DIRECTIONS:
Copy out each line below in which the string "main" appears.
··· RECORDED DATA ···
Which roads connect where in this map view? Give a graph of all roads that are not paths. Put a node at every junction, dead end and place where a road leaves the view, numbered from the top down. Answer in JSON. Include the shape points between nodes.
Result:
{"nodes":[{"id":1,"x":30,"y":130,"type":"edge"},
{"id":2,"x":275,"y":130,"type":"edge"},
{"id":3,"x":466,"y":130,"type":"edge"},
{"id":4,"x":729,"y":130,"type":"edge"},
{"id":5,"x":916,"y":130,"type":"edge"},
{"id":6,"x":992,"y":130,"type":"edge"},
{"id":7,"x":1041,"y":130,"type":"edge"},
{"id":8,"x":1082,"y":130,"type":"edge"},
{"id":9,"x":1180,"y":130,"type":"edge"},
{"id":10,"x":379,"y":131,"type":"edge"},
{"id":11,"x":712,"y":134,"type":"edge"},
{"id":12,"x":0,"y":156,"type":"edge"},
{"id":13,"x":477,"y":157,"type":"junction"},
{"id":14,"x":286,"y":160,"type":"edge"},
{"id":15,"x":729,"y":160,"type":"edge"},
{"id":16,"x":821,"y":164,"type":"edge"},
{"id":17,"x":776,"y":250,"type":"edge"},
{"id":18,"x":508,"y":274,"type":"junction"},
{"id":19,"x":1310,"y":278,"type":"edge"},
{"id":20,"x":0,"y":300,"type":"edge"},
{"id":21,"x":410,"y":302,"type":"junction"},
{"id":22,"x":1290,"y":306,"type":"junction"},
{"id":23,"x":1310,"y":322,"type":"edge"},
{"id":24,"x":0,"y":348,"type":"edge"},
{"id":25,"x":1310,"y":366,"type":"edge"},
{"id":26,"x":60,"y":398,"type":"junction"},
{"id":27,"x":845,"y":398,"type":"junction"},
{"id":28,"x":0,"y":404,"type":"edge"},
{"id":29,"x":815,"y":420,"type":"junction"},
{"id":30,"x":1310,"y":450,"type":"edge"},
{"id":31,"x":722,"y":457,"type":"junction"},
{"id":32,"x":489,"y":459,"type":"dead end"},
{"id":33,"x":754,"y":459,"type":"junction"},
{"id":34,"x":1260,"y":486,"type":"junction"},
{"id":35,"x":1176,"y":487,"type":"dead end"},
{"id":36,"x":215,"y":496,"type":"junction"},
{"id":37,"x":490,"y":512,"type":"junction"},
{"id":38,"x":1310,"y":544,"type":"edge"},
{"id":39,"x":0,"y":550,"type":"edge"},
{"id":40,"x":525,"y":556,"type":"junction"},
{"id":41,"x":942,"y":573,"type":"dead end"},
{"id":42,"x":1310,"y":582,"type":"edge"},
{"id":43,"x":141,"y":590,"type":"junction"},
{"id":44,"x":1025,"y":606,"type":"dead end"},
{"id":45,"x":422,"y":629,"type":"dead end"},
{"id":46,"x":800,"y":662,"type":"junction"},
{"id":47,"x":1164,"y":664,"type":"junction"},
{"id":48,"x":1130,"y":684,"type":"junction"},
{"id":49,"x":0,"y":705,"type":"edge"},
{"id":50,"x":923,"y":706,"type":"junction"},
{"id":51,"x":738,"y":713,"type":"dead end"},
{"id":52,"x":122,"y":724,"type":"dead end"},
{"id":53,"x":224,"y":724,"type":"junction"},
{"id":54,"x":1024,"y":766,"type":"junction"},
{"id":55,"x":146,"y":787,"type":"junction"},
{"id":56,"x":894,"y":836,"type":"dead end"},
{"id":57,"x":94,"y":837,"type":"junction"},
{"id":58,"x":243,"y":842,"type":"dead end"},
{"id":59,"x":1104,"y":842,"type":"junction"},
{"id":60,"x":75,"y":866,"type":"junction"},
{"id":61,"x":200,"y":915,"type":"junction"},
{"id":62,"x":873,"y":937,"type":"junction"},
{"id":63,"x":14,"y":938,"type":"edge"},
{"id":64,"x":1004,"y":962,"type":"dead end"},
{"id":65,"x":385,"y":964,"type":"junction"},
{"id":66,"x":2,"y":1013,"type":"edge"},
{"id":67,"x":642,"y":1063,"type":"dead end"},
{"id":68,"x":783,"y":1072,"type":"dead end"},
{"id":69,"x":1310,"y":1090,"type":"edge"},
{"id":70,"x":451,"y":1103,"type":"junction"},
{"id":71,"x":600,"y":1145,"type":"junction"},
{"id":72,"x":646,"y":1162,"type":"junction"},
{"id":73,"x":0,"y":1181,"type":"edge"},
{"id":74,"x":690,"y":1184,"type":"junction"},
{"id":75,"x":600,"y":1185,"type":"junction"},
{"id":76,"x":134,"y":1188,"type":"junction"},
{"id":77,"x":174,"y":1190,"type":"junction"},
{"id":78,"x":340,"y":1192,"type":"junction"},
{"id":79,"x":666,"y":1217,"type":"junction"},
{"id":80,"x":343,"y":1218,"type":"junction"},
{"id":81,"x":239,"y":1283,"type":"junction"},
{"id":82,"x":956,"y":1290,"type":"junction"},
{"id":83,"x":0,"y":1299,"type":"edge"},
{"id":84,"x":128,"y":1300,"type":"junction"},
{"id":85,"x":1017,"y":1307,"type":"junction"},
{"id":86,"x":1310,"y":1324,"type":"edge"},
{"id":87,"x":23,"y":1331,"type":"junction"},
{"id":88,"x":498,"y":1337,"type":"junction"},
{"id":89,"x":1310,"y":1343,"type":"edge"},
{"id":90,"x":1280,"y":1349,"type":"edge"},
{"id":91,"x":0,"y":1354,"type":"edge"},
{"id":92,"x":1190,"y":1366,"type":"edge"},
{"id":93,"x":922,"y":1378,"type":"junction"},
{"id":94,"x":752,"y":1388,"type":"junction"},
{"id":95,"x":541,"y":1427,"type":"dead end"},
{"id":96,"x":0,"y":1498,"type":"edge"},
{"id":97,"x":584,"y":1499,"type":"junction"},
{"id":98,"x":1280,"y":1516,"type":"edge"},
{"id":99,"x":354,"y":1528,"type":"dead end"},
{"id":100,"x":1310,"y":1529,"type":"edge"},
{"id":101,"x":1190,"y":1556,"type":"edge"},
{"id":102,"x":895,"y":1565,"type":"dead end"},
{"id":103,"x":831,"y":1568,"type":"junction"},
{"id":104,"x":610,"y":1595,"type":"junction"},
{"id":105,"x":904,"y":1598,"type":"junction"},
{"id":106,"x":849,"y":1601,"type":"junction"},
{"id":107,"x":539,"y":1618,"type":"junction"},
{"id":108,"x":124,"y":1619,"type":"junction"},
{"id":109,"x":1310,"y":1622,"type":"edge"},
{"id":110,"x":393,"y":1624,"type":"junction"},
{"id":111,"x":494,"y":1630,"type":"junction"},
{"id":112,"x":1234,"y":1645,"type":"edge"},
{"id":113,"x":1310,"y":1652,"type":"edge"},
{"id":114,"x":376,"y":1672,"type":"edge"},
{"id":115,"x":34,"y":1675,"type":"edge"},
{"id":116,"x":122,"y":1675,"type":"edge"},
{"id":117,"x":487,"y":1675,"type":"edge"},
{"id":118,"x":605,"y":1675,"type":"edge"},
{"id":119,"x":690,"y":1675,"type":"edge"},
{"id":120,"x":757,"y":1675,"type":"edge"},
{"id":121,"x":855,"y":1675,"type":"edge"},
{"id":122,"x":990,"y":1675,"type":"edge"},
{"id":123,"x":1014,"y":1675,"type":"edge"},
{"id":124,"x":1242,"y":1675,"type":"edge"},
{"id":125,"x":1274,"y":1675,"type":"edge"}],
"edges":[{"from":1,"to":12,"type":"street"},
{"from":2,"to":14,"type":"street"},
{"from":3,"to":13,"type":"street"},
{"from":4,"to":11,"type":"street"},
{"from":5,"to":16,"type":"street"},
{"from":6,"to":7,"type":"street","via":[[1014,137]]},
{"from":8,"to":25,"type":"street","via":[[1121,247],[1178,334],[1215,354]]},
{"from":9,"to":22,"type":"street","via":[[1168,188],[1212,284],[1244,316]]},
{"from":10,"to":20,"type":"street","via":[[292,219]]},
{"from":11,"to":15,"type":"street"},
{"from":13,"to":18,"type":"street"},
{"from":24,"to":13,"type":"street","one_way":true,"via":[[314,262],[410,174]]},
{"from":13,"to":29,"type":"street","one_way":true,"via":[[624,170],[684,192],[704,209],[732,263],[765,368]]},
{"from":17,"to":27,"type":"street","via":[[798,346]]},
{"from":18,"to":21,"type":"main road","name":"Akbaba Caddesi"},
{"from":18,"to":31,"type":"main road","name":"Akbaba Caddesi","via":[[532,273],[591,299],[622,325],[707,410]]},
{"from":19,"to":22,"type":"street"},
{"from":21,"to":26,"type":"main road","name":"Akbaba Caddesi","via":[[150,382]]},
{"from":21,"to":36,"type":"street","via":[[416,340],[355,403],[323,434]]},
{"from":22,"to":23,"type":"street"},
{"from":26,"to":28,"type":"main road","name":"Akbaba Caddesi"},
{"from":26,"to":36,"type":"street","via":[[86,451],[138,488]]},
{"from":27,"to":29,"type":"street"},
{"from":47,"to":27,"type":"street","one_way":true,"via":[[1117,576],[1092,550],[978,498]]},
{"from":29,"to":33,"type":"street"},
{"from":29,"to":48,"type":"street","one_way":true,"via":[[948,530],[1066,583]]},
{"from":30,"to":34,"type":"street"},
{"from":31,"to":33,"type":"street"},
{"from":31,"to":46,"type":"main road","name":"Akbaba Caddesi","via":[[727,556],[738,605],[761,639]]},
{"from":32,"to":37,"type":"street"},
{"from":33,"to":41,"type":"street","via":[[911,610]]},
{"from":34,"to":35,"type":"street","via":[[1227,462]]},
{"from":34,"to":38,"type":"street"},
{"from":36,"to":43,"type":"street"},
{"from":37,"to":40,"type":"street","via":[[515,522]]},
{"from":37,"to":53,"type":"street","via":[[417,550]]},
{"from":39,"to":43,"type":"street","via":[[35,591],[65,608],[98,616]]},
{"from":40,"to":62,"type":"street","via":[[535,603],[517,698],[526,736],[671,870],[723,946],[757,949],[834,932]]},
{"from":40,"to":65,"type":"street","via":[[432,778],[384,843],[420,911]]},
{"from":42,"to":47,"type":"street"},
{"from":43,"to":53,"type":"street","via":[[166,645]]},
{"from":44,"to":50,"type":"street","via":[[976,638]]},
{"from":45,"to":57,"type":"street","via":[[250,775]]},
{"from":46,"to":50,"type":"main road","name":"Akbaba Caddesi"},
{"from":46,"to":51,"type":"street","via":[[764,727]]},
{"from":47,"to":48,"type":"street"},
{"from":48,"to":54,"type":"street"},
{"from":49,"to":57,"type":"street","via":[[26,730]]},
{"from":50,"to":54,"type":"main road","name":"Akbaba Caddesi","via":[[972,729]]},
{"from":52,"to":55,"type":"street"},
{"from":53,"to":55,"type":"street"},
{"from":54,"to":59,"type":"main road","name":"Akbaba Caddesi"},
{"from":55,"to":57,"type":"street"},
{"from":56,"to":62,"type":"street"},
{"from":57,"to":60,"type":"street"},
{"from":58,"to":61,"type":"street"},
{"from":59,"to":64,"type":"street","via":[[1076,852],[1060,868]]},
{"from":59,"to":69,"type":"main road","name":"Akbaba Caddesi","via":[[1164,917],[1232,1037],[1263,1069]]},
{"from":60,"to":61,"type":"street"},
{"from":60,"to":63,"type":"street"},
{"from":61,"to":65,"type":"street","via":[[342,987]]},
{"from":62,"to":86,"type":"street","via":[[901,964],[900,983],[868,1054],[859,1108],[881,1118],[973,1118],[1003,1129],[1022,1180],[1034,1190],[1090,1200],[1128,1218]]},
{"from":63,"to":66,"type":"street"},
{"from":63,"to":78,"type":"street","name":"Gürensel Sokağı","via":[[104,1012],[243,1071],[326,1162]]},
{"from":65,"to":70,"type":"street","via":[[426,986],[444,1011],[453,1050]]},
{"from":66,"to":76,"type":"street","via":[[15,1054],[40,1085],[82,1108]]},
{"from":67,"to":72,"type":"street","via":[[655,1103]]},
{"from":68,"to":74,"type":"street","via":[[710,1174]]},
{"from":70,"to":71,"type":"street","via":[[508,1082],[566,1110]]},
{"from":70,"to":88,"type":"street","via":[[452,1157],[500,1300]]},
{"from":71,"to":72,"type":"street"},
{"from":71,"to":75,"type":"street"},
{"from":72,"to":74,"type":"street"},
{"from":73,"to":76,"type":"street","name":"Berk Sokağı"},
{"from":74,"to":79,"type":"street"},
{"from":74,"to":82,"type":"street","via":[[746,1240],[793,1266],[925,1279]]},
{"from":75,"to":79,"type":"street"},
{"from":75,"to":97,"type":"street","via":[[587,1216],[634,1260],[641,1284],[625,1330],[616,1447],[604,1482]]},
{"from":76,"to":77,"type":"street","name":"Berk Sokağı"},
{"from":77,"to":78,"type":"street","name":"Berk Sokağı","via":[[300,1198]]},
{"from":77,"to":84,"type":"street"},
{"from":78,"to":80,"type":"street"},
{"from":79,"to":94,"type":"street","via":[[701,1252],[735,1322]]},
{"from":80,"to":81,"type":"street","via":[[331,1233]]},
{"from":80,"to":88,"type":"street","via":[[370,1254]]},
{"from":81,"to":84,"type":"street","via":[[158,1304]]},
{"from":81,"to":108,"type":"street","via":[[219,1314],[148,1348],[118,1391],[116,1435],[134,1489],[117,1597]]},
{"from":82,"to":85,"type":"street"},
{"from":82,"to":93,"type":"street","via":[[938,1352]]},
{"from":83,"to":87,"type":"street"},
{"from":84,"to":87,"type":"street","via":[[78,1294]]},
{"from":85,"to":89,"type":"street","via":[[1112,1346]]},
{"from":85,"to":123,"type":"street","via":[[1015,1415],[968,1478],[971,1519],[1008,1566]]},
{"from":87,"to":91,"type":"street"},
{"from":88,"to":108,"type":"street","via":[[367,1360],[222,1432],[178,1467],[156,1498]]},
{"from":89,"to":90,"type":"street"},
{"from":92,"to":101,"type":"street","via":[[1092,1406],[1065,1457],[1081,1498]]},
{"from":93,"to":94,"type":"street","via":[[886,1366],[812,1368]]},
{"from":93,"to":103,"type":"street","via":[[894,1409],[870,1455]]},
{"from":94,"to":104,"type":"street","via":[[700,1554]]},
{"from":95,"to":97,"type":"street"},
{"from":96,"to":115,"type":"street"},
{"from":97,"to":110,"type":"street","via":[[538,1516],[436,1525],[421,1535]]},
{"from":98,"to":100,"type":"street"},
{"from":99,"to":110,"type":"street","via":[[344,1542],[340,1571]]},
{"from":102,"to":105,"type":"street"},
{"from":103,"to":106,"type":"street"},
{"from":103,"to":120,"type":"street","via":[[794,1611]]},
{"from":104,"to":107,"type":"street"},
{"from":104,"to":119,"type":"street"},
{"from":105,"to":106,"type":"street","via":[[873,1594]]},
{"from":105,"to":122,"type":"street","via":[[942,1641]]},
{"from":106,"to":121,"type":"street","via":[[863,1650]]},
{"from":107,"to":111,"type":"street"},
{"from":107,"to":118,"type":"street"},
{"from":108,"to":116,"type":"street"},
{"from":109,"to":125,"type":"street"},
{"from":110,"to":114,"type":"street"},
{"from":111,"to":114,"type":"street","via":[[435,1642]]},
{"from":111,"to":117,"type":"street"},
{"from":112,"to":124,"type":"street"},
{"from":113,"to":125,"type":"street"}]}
···
RESULT OF THE EXERCISE:
{"from":18,"to":21,"type":"main road","name":"Akbaba Caddesi"},
{"from":18,"to":31,"type":"main road","name":"Akbaba Caddesi","via":[[532,273],[591,299],[622,325],[707,410]]},
{"from":21,"to":26,"type":"main road","name":"Akbaba Caddesi","via":[[150,382]]},
{"from":26,"to":28,"type":"main road","name":"Akbaba Caddesi"},
{"from":31,"to":46,"type":"main road","name":"Akbaba Caddesi","via":[[727,556],[738,605],[761,639]]},
{"from":46,"to":50,"type":"main road","name":"Akbaba Caddesi"},
{"from":50,"to":54,"type":"main road","name":"Akbaba Caddesi","via":[[972,729]]},
{"from":54,"to":59,"type":"main road","name":"Akbaba Caddesi"},
{"from":59,"to":69,"type":"main road","name":"Akbaba Caddesi","via":[[1164,917],[1232,1037],[1263,1069]]},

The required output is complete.